Sendo da estirpe de um Reinhold Messner e companhia, seria tentador pensarmos que João Garcia nem parece português. Puro engano. Nos altos dos Himalaias, e nas outras cordilheiras todas, João foi genuinamente luso, outra das suas sortes. Poderemos mesmo arriscar dizendo que, se acaso tivesse nascido no coração da Europa, em terras de maior tradição montanhista, como uma Suíça, uma Itália ou uma França, João Garcia jamais chegaria onde chegou, àquelas alturas máximas, à "Deusa Mãe do Mundo" (Chomolungma), como lhe chamam os tibetanos, ou "Aquela Cuja Cabeça Toca o Céu" (Sagarmatha), no dizer dos nepaleses.

João José da Silva Abranches Garcia, de seu nome completo, nasceu em Lisboa, como se disse, e o seu pai era piloto da TAP, o que, até aos 19 anos, lhe garantiu viagens aéreas de graça pela Europa inteira. Depois, outra singularidade nacional, muito benfazeja: as férias intermináveis que os nossos estudantes gozavam nas décadas de 70 e 80, quando as aulas terminavam nos inícios de Junho, pelos Santos, e só recomeçavam, na melhor das hipóteses, em meados, finais de Outubro, ou até mais (há notícia de afortunados com aulas começadas em Dezembro, mas deve ser mito urbano).

DestaquedestaqueAo longo da carreira de João Garcia, reunir os fundos para as escaladas afigurou-se uma tarefa mais árdua do que conquistar montanhas. Daí a necessidade que teve de publicitar os seus feitos, de dar entrevistas e falar de si, um "mal necessário".
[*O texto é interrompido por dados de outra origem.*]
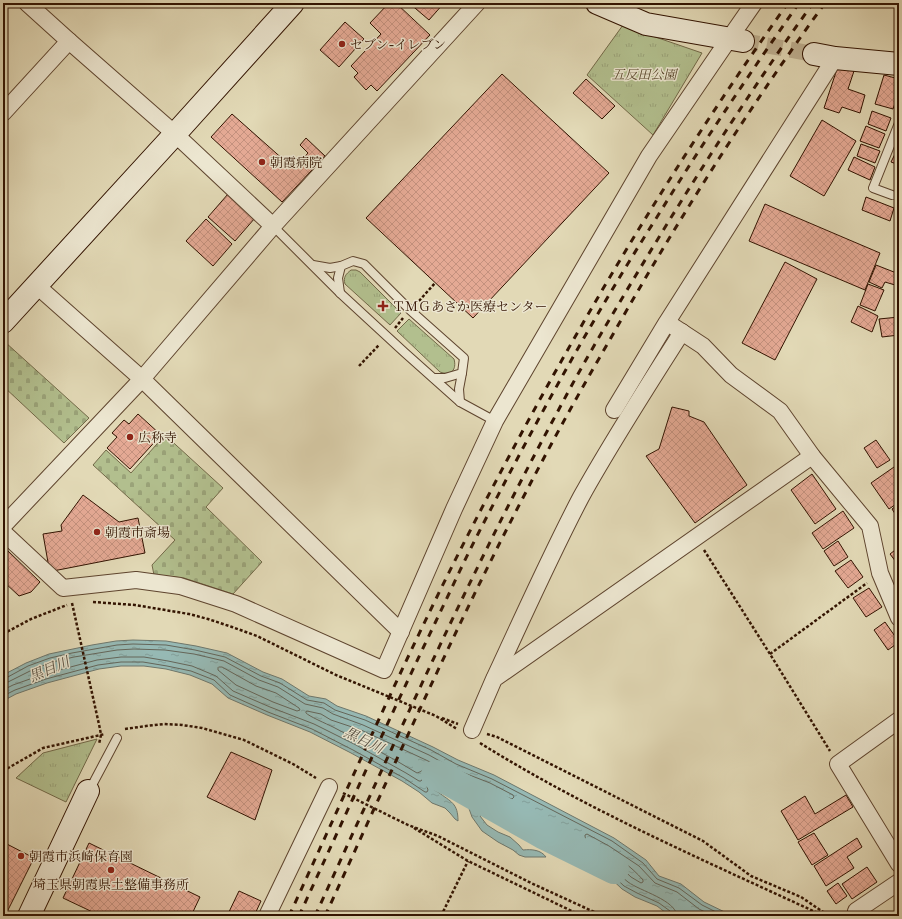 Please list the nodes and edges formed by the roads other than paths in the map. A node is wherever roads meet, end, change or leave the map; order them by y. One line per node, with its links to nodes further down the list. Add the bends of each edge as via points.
1 (27, 3): 7 (street)
2 (293, 3): 12 (street)
3 (477, 3): 14 (street)
4 (597, 3): 6 (street, via 646,24)
5 (754, 3): 6 (street)
6 (736, 40): 27 (street, via 649,156)
7 (69, 41): 10 (street); 12 (street)
8 (825, 56): 9 (street); 20 (street)
9 (899, 64)
10 (3, 113)
11 (899, 123): 13 (lane, via 873,188)
12 (175, 134): 14 (street); 17 (street)
13 (892, 195)
14 (273, 226): 15 (lane); 24 (street)
15 (312, 265): 16 (lane, via 330,268); 18 (lane)
16 (341, 266): 18 (lane, via 338,278); 22 (lane, via 353,261 364,264 410,310 464,358)
17 (36, 285): 19 (street); 24 (street)
18 (340, 292): 23 (lane)
19 (3, 322)
20 (667, 322): 21 (street); 26 (street)
21 (682, 332): 28 (street, via 703,346 731,375 780,411); 33 (street, via 581,498)
22 (462, 373): 23 (lane); 25 (lane, via 458,389)
23 (434, 378): 25 (lane)
24 (142, 379): 29 (street); 32 (street)
25 (460, 402): 27 (lane)
26 (614, 410)
27 (495, 421): 32 (street)
28 (812, 456): 31 (street, via 870,526 880,573); 33 (street)
29 (3, 526)
30 (3, 532): 32 (street, via 63,588 136,580 180,586 236,604 384,670)
31 (899, 618)
32 (401, 632)
33 (494, 679): 35 (street)
34 (899, 720): 39 (street, via 838,764)
35 (472, 730)
36 (118, 734): 38 (lane)
37 (330, 787): 43 (street)
38 (88, 792): 42 (street)
39 (899, 864)
40 (899, 882): 41 (street)
41 (856, 911)
42 (29, 916)
43 (267, 916)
"Tínhamos todos um Verão bastante prolongado", recorda João, lembrando o seu grupo de juventude, meninos de Lisboa e da Linha, o Pardal, o Zé Luís, o António, o Emílio, o Gonçalo Velez (ao escalar o Annapurna, em 1991, Velez foi o primeiro português a escalar uma das 14 montanhas acima dos oito mil metros). O ócio de muitos meses permitia-lhes darem escape às suas ganas, vazarem a adrenalina, queimarem a testosterona, sonharem com mil aventuras, concretizarem algumas, como esta do montanhismo; e possibilitava, por outro lado, que muitos fossem trabalhar para fora, vindimando na Suíça a troco de bons salários, que lhes davam o dinheiro que em Portugal escasseava, e com o qual compravam tendas e equipamentos nas poucas lojas que então havia, como a Socidel e a Casa Senna, ambas na Rua Nova do Almada, à saudosa Baixa, que hoje mataram. "Eu ia ficando na Suíça até a minha mãe telefonar, de Lisboa, a dizer que as aulas tinham começado", conta João. Pudera.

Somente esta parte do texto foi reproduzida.